Los riesgos psicosociales: la nueva frontera de la salud laboral
Julio César Neffa advirtió en un reciente Seminario Académico sobre el impacto de las transformaciones económicas y tecnológicas en el bienestar mental y social de los trabajadores
En el reciente seminario académico organizado por el Departamento de Administración de la Facultad de Economía y Negocios de la Universidad de Chile (FEN UCHILE), el profesor Julio César Neffa, investigador superior del CONICET y académico de la Universidad Nacional de La Plata, analizó los desafíos emergentes que enfrentan las organizaciones frente al aumento de los riesgos psicosociales en el trabajo (RPST), un fenómeno que, según el experto: “ya no puede considerarse marginal, porque compromete la salud física, mental y social de los trabajadores”.

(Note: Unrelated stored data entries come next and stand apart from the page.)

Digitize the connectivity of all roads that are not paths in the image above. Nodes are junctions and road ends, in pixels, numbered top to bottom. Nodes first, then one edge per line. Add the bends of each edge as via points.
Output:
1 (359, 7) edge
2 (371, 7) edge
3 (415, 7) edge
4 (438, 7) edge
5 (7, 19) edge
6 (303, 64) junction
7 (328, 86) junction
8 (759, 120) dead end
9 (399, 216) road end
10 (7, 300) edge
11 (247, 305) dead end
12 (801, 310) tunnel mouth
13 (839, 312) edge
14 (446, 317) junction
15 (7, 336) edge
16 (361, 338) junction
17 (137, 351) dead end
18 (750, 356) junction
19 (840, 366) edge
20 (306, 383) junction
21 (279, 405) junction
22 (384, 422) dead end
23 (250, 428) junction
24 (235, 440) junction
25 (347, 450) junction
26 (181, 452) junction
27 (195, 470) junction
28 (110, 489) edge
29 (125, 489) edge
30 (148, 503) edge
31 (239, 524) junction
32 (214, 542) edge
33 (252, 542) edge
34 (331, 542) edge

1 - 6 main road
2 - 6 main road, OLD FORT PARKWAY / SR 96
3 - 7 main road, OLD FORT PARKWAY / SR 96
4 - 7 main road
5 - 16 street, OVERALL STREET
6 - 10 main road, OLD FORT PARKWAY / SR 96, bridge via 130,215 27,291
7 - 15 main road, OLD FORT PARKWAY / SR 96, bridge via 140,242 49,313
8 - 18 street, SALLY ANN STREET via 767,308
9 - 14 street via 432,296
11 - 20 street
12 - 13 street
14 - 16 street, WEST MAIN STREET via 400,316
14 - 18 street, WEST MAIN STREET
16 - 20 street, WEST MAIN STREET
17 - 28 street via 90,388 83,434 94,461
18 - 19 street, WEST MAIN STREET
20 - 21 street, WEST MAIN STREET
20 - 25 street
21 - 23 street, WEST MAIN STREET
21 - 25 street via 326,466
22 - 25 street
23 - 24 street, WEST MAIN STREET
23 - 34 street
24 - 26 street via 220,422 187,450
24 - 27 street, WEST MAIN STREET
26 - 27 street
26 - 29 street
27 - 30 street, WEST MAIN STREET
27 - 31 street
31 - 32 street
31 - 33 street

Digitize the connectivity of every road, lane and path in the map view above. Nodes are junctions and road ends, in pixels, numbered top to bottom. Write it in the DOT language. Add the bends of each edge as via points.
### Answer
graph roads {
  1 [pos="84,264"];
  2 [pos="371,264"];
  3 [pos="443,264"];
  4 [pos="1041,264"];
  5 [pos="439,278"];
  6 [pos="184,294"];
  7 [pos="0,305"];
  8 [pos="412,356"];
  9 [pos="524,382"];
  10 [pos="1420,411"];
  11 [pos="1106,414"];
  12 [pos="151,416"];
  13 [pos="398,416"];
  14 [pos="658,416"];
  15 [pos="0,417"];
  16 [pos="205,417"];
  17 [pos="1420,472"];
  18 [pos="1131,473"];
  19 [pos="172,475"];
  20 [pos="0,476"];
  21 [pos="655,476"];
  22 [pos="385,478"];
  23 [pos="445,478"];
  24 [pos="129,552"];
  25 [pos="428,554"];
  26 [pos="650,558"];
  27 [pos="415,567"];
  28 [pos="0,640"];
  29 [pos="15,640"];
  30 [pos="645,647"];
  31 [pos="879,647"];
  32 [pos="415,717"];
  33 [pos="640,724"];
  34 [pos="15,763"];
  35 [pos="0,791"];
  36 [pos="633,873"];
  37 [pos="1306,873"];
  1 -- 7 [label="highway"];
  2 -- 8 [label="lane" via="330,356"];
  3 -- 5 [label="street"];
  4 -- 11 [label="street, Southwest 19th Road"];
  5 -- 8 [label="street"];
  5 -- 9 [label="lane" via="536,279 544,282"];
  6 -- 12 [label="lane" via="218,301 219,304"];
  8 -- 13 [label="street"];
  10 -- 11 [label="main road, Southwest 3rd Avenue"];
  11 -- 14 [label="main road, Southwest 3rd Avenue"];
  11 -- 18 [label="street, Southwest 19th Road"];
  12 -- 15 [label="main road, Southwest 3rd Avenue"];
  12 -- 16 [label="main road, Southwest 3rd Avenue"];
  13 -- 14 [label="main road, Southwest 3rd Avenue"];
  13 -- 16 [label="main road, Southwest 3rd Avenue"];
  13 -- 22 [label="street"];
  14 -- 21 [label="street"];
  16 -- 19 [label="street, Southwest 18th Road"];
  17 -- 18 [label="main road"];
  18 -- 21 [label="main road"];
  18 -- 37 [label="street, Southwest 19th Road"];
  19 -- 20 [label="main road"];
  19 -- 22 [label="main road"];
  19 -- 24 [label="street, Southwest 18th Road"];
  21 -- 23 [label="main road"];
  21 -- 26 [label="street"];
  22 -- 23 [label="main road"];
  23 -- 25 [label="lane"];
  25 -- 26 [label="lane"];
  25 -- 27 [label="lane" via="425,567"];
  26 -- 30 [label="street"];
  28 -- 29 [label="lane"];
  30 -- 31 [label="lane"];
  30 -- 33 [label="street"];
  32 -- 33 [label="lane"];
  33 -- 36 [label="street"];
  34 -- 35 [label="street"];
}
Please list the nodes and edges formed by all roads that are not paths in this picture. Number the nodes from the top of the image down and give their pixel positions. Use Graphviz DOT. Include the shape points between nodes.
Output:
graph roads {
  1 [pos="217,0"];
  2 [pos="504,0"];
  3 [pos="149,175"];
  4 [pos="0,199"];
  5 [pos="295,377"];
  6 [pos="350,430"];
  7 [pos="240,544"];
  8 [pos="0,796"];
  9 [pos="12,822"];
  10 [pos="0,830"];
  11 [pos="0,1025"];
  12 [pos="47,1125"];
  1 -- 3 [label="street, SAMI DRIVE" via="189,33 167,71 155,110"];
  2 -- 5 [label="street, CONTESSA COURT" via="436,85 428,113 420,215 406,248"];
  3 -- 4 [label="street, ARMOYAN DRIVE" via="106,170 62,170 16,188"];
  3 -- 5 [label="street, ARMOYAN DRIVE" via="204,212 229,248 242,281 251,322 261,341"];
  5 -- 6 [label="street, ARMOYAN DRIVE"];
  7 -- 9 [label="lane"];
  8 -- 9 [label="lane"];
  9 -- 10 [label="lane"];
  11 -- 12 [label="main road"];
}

Neffa advirtió que las transformaciones estructurales del empleo -como la digitalización, la tercerización y la intensificación del ritmo laboral- han configurado nuevas formas de riesgo que trascienden la prevención tradicional de accidentes. “Hoy los peligros no están solo en la maquinaria, sino en la organización del trabajo, la precariedad contractual y el debilitamiento de los lazos humanos dentro de las empresas”, explicó.
De la revolución industrial a la era digital: la evolución del riesgo laboral
Durante su exposición, el académico trazó una línea histórica que vincula los actuales RPST con los modelos productivos desde la primera revolución industrial hasta la actual era digital.
Según Neffa, mientras las revoluciones industriales anteriores concentraron los esfuerzos en reducir accidentes físicos, el siglo XXI enfrenta un incremento de las cargas mentales y emocionales derivadas de la financiarización de la economía(concepto que describe cómo las finanzas y los intereses del sector financiero pasan a dominar la economía real, afectando la producción, el empleo y el consumo), junto con la desindustrialización y la expansión de los servicios.
“La automatización, la presión por resultados y la pérdida de estabilidad generan un sufrimiento que no siempre es visible, pero que tiene profundas consecuencias psicológicas y sociales”, señaló.
Seis ejes críticos del riesgo psicosocial
En esta misma línea, el investigador estructuró su análisis en torno a seis ejes fundamentales que permiten comprender cómo las condiciones laborales inciden en la salud de las personas:
- Demandas e intensidad del trabajo: cargas excesivas, plazos estrictos y exposición a ritmos acelerados que dificultan la ejecución segura y consciente de las tareas.
- Exigencias emocionales: necesidad de reprimir o fingir emociones, mantener una “fachada profesional” o lidiar con usuarios agresivos, lo que genera desgaste afectivo.
- Autonomía y control: la pérdida de margen de decisión y la excesiva división técnica del trabajo reducen la creatividad y el sentido de propósito.
- Relaciones sociales: ambientes marcados por el conflicto, el acoso o la falta de reconocimiento producen desmotivación y aislamiento.
- Conflictos éticos: cuando las exigencias laborales chocan con los valores personales o profesionales, emergen sentimientos de frustración o culpa.
- Inseguridad laboral: la precariedad del empleo, la ausencia de carrera profesional y la amenaza del desempleo actúan como fuentes permanentes de estrés y ansiedad.
Neffa destacó que los riesgos psicosociales son “multidimensionales”, pues surgen de la interacción entre las condiciones económicas, la organización del trabajo y las relaciones humanas. Por ello, afirmó que su abordaje requiere un enfoque interdisciplinario que involucre a economistas, psicólogos, sociólogos y expertos en gestión de personas.
Hacia una gestión del trabajo más humana
Al cierre de su presentación, el académico llamó a las instituciones públicas y privadas a incorporar políticas de prevención y acompañamiento que reconozcan la dimensión emocional del trabajo: “El bienestar laboral no puede reducirse a la ergonomía o a la prevención de accidentes. Necesitamos políticas integrales que consideren la dignidad, la justicia organizacional y el reconocimiento como elementos centrales de la salud laboral”, concluyó.